Maps that preserve winding numbers This question is a cross post from the Math StackExchange since it got no attention at all there: https://math.stackexchange.com/questions/4414601/maps-that-preserve-winding-numbers
I am looking for a characterisation of the continuous maps on some subset of $A\subseteq \mathbb{C}$ that preserve the winding numbers of all closed curves in $A$, i.e. if $\gamma$ is a closed curve that lies in $A$ and $x\in A$ is a point not lying on $\gamma$, then $$\text{ind}_{f\circ \gamma}(f(x)) = \text{ind}_\gamma(x)\ .$$
Translations clearly satisfy this. Multiplications with a non-zero complex number do as well. $\mathbb{R}$-linear maps with positive determinant probably as well. $\mathbb{R}$-linear maps with negative determinant on the other hand will flip the sign of the winding number.

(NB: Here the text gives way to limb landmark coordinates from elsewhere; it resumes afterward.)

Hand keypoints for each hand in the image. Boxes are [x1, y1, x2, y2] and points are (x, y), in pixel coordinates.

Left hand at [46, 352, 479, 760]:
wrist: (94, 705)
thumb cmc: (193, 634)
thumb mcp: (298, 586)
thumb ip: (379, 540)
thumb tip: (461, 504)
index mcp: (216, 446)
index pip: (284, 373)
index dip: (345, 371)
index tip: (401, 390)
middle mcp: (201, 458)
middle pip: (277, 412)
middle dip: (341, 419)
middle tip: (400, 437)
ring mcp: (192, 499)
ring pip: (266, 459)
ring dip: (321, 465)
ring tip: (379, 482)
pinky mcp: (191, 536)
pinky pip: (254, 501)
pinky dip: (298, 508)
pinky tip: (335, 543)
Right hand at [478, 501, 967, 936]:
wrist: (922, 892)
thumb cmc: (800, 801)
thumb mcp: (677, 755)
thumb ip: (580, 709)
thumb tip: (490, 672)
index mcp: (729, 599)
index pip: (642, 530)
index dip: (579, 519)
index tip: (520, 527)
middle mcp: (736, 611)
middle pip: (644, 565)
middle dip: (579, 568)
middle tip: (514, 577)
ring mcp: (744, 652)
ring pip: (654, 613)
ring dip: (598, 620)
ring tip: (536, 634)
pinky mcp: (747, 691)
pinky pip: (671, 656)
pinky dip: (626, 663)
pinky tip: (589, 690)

Another example is the inverse function, which has this property on any region not containing 0.
Is there any good classification of functions that have that kind of property?

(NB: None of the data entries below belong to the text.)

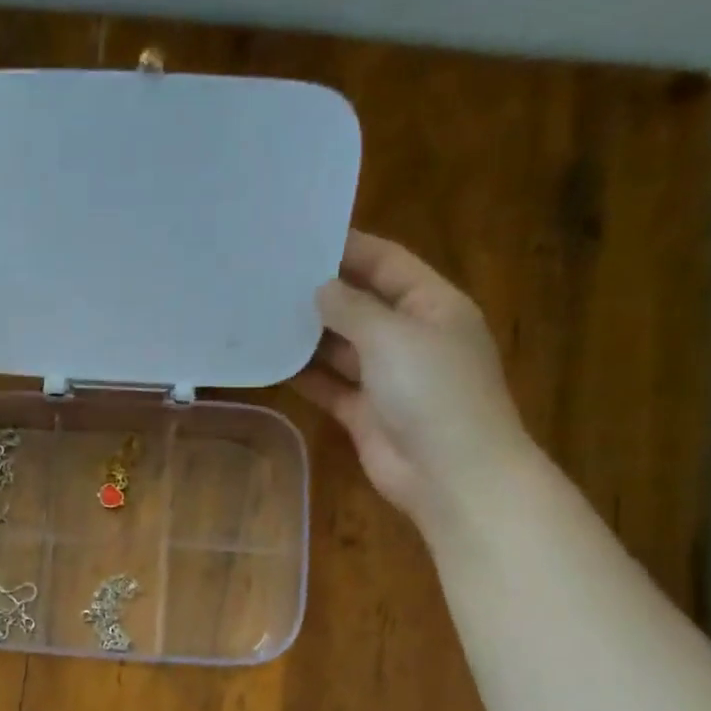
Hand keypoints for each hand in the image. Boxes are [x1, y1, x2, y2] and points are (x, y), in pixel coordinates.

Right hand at [294, 230, 531, 533]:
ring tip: (260, 314)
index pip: (387, 264)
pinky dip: (305, 376)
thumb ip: (352, 309)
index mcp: (432, 305)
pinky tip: (270, 362)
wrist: (450, 474)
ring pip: (341, 348)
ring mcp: (387, 377)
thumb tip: (320, 288)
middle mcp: (409, 336)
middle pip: (361, 305)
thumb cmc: (432, 392)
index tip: (302, 236)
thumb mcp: (393, 337)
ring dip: (308, 335)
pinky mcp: (364, 413)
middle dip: (321, 292)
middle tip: (270, 277)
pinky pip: (330, 386)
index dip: (350, 248)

 A: I found an answer to this question: the question of how a continuous function changes the winding number of a closed curve can be studied quite generally. The important concept here is the degree of the function (also known as the Brouwer degree).

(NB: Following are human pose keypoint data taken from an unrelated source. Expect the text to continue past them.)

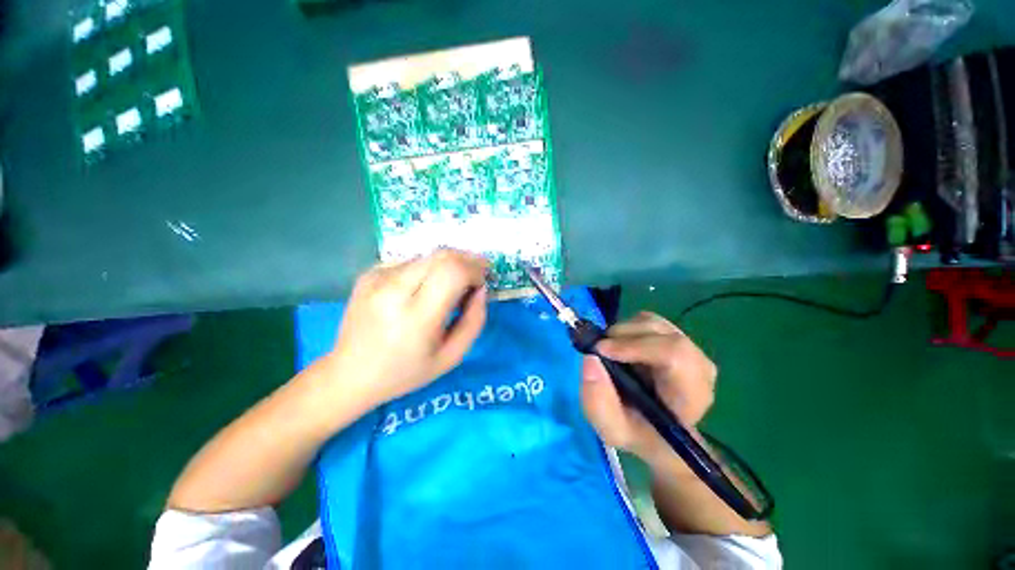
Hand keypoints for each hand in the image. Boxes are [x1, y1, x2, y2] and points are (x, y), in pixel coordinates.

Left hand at [324, 249, 488, 406]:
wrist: (349, 374)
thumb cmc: (406, 372)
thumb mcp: (451, 356)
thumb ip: (474, 320)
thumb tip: (481, 288)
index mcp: (416, 317)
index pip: (453, 271)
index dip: (475, 269)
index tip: (483, 279)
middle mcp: (394, 290)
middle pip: (442, 255)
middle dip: (466, 260)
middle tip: (475, 274)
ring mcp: (377, 278)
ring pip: (427, 256)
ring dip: (446, 266)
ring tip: (448, 287)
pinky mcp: (368, 273)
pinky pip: (410, 262)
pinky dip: (426, 270)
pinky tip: (421, 289)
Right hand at [581, 312, 715, 463]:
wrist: (656, 430)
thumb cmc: (637, 432)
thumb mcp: (611, 429)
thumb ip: (597, 401)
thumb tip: (590, 358)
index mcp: (691, 395)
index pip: (675, 354)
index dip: (635, 345)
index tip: (601, 350)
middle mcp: (699, 367)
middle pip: (663, 333)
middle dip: (624, 335)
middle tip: (600, 349)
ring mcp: (690, 349)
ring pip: (654, 323)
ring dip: (624, 331)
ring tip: (610, 351)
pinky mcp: (677, 338)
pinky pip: (650, 321)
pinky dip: (628, 328)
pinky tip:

If a curve $\gamma$ has winding number $n$ around a point $z$ (say w.l.o.g. $z = 0$) then it is homotopic to a circle that winds $n$ times around $z$. So if we want to know the winding number of $f(\gamma)$ around $f(0)$, it is enough to look at how $f$ acts on a simple counter-clockwise circle around $0$, since and that is its degree and we have $$\text{ind}_{f(\gamma)}(0) = \text{deg}_f(f(0)) \cdot \text{ind}_\gamma(0)$$
In fact, the idea of a degree generalises the concept of winding number.
The degree of a particular function $f$ that is real-differentiable can also be easily computed using the formula
$$\text{deg}_f(f(0)) = \sum_{y\in f^{-1}(0)} \text{sgn}\ \text{det}(Df(y))$$
where $Df(y)$ is the Jacobian of $f$ at $y$.
In particular, a real-differentiable function that is one-to-one and whose Jacobian has positive determinant at $0$ preserves the winding number at $0$.
At least I think this is the basic idea; I am not 100% clear on the details here, so I apologise for any mistakes in this answer. But perhaps this already helps someone who's struggling like I was!